(Stored data)
--- START ---

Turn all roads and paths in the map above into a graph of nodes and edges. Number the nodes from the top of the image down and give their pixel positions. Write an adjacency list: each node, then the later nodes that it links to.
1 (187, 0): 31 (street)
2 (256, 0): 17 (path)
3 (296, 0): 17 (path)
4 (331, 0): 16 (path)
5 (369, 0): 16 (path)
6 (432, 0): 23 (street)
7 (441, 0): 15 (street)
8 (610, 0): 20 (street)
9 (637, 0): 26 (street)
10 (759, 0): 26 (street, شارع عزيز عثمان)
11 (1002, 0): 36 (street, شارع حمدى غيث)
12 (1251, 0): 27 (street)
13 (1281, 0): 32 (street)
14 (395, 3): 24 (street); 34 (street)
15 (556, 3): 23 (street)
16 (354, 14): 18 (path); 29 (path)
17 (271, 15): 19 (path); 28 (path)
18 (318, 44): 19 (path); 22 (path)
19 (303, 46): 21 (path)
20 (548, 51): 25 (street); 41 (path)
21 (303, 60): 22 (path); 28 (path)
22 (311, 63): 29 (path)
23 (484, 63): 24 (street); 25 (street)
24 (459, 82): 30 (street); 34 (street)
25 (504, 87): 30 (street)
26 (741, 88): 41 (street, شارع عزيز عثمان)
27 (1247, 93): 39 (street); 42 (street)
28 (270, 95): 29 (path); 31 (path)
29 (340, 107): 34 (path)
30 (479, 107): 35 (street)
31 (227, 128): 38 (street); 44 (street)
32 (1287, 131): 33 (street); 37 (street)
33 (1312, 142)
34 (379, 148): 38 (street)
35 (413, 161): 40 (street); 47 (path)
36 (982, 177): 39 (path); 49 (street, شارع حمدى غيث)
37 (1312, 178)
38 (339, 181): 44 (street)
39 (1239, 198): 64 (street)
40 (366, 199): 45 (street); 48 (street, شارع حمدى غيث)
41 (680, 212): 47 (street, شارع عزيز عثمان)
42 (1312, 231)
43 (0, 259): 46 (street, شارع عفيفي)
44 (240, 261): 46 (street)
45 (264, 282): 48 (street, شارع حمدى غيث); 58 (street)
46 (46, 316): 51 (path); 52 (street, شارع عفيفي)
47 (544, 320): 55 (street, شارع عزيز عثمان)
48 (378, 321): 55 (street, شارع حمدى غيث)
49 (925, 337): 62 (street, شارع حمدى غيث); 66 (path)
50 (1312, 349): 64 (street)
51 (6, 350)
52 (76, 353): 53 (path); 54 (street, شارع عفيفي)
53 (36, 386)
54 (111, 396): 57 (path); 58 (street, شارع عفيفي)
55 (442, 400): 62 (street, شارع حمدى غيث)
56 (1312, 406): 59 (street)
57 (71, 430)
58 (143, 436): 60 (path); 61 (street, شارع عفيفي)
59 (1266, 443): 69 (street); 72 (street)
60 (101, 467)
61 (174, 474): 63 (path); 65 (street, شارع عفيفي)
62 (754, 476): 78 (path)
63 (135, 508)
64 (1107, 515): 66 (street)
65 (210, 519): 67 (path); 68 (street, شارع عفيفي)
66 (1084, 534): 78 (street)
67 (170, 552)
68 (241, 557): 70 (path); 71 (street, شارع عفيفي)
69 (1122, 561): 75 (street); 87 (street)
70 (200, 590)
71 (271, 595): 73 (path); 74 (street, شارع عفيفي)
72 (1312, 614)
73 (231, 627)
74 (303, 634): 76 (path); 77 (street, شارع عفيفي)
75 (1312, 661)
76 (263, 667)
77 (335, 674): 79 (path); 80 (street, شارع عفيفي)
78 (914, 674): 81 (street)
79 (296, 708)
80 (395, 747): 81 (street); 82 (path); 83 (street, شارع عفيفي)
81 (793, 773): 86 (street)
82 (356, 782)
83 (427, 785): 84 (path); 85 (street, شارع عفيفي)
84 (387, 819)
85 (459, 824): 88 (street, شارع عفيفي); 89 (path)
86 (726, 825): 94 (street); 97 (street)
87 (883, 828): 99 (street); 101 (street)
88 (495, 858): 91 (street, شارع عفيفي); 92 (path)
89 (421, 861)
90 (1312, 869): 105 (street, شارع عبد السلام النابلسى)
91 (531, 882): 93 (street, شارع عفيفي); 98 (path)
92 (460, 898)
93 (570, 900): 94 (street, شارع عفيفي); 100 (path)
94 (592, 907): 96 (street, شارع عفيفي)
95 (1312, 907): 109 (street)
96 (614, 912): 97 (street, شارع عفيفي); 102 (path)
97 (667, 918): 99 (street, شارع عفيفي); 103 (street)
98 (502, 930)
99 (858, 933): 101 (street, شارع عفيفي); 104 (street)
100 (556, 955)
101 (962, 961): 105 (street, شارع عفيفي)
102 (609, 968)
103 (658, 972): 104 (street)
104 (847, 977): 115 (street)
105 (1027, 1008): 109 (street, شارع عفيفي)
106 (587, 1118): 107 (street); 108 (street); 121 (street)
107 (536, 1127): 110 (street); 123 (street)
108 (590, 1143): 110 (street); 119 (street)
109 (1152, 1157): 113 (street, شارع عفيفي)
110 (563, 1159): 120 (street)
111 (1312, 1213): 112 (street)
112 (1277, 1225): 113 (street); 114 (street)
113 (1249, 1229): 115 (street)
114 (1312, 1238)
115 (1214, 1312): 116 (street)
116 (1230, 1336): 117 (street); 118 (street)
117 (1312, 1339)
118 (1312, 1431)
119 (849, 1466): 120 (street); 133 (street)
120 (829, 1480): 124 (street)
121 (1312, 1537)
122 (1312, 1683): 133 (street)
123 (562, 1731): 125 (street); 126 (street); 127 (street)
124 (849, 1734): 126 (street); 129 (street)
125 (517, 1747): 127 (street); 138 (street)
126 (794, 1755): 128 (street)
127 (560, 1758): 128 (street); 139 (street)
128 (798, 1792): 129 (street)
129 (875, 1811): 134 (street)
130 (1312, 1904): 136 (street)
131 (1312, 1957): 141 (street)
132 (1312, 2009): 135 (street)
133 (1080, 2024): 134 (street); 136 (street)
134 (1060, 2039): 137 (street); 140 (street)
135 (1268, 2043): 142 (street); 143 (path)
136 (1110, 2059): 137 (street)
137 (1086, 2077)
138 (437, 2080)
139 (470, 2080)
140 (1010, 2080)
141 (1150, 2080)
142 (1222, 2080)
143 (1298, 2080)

--- END ---

# [Required work]
With nothing added or left out, print the data again.

# [Answer for the task]
Turn all roads and paths in the map above into a graph of nodes and edges. Number the nodes from the top of the image down and give their pixel positions. Write an adjacency list: each node, then the later nodes that it links to.
1 (187, 0): 31 (street)
2 (256, 0): 17 (path)
3 (296, 0): 17 (path)
4 (331, 0): 16 (path)
5 (369, 0): 16 (path)
6 (432, 0): 23 (street)
7 (441, 0): 15 (street)
8 (610, 0): 20 (street)
9 (637, 0): 26 (street)
10 (759, 0): 26 (street, شارع عزيز عثمان)
11 (1002, 0): 36 (street, شارع حمدى غيث)
12 (1251, 0): 27 (street)
13 (1281, 0): 32 (street)
14 (395, 3): 24 (street); 34 (street)
15 (556, 3): 23 (street)
16 (354, 14): 18 (path); 29 (path)
17 (271, 15): 19 (path); 28 (path)
18 (318, 44): 19 (path); 22 (path)
19 (303, 46): 21 (path)
20 (548, 51): 25 (street); 41 (path)
21 (303, 60): 22 (path); 28 (path)
22 (311, 63): 29 (path)
23 (484, 63): 24 (street); 25 (street)
24 (459, 82): 30 (street); 34 (street)
25 (504, 87): 30 (street)
26 (741, 88): 41 (street, شارع عزيز عثمان)
27 (1247, 93): 39 (street); 42 (street)
28 (270, 95): 29 (path); 31 (path)
29 (340, 107): 34 (path)
30 (479, 107): 35 (street)
31 (227, 128): 38 (street); 44 (street)
32 (1287, 131): 33 (street); 37 (street)
33 (1312, 142)
34 (379, 148): 38 (street)
35 (413, 161): 40 (street); 47 (path)
36 (982, 177): 39 (path); 49 (street, شارع حمدى غيث)
37 (1312, 178)
38 (339, 181): 44 (street)
39 (1239, 198): 64 (street)
40 (366, 199): 45 (street); 48 (street, شارع حمدى غيث)
41 (680, 212): 47 (street, شارع عزيز عثمان)
42 (1312, 231)
43 (0, 259): 46 (street, شارع عفيفي)
44 (240, 261): 46 (street)
45 (264, 282): 48 (street, شارع حمدى غيث); 58 (street)
46 (46, 316): 51 (path); 52 (street, شارع عفيفي)
47 (544, 320): 55 (street, شارع عزيز عثمان)
48 (378, 321): 55 (street, شارع حمدى غيث)
49 (925, 337): 62 (street, شارع حمدى غيث); 66 (path)
50 (1312, 349): 64 (street)
51 (6, 350)
52 (76, 353): 53 (path); 54 (street, شارع عفيفي)
53 (36, 386)
54 (111, 396): 57 (path); 58 (street, شارع عفيفي)
55 (442, 400): 62 (street, شارع حمدى غيث)
56 (1312, 406): 59 (street)
57 (71, 430)
58 (143, 436): 60 (path); 61 (street, شارع عفيفي)
59 (1266, 443): 69 (street); 72 (street)
60 (101, 467)
61 (174, 474): 63 (path); 65 (street, شارع عفيفي)
62 (754, 476): 78 (path)
63 (135, 508)
64 (1107, 515): 66 (street)
65 (210, 519): 67 (path); 68 (street, شارع عفيفي)
66 (1084, 534): 78 (street)
67 (170, 552)
68 (241, 557): 70 (path); 71 (street, شارع عفيفي)
69 (1122, 561): 75 (street); 87 (street)
70 (200, 590)
71 (271, 595): 73 (path); 74 (street, شارع عفيفي)
72 (1312, 614)
73 (231, 627)
74 (303, 634): 76 (path); 77 (street, شارع عفيفي)
75 (1312, 661)
76 (263, 667)
77 (335, 674): 79 (path); 80 (street, شارع عفيفي)
78 (914, 674): 81 (street)
79 (296, 708)
80 (395, 747): 81 (street); 82 (path); 83 (street, شارع عفيفي)
81 (793, 773): 86 (street)
82 (356, 782)
83 (427, 785): 84 (path); 85 (street, شارع عفيفي)
84 (387, 819)
85 (459, 824): 88 (street, شارع عفيفي); 89 (path)
86 (726, 825): 94 (street); 97 (street)
87 (883, 828): 99 (street); 101 (street)
88 (495, 858): 91 (street, شارع عفيفي); 92 (path)
89 (421, 861)
90 (1312, 869): 105 (street, شارع عبد السلام النابلسى)
91 (531, 882): 93 (street, شارع عفيفي); 98 (path)
92 (460, 898)
93 (570, 900): 94 (street, شارع عفيفي); 100 (path)
94 (592, 907): 96 (street, شارع عفيفي)
95 (1312, 907): 109 (street)
96 (614, 912): 97 (street, شارع عفيفي); 102 (path)
97 (667, 918): 99 (street, شارع عفيفي); 103 (street)
98 (502, 930)
99 (858, 933): 101 (street, شارع عفيفي); 104 (street)
100 (556, 955)
101 (962, 961): 105 (street, شارع عفيفي)
102 (609, 968)
103 (658, 972): 104 (street)
104 (847, 977): 115 (street)
105 (1027, 1008): 109 (street, شارع عفيفي)
106 (587, 1118): 107 (street); 108 (street); 121 (street)
107 (536, 1127): 110 (street); 123 (street)
108 (590, 1143): 110 (street); 119 (street)
109 (1152, 1157): 113 (street, شارع عفيفي)
110 (563, 1159): 120 (street)
111 (1312, 1213): 112 (street)
112 (1277, 1225): 113 (street); 114 (street)
113 (1249, 1229): 115 (street)
114 (1312, 1238)
115 (1214, 1312): 116 (street)
116 (1230, 1336): 117 (street); 118 (street)
117 (1312, 1339)
118 (1312, 1431)
119 (849, 1466): 120 (street); 133 (street)
120 (829, 1480): 124 (street)
121 (1312, 1537)
122 (1312, 1683): 133 (street)
123 (562, 1731): 125 (street); 126 (street); 127 (street)
124 (849, 1734): 126 (street); 129 (street)
125 (517, 1747): 127 (street); 138 (street)
126 (794, 1755): 128 (street)
127 (560, 1758): 128 (street); 139 (street)
128 (798, 1792): 129 (street)
129 (875, 1811): 134 (street)
130 (1312, 1904): 136 (street)
131 (1312, 1957): 141 (street)
132 (1312, 2009): 135 (street)
133 (1080, 2024): 134 (street); 136 (street)
134 (1060, 2039): 137 (street); 140 (street)
135 (1268, 2043): 142 (street); 143 (path)
136 (1110, 2059): 137 (street)
137 (1086, 2077)
138 (437, 2080)
139 (470, 2080)
140 (1010, 2080)
141 (1150, 2080)
142 (1222, 2080)
143 (1298, 2080)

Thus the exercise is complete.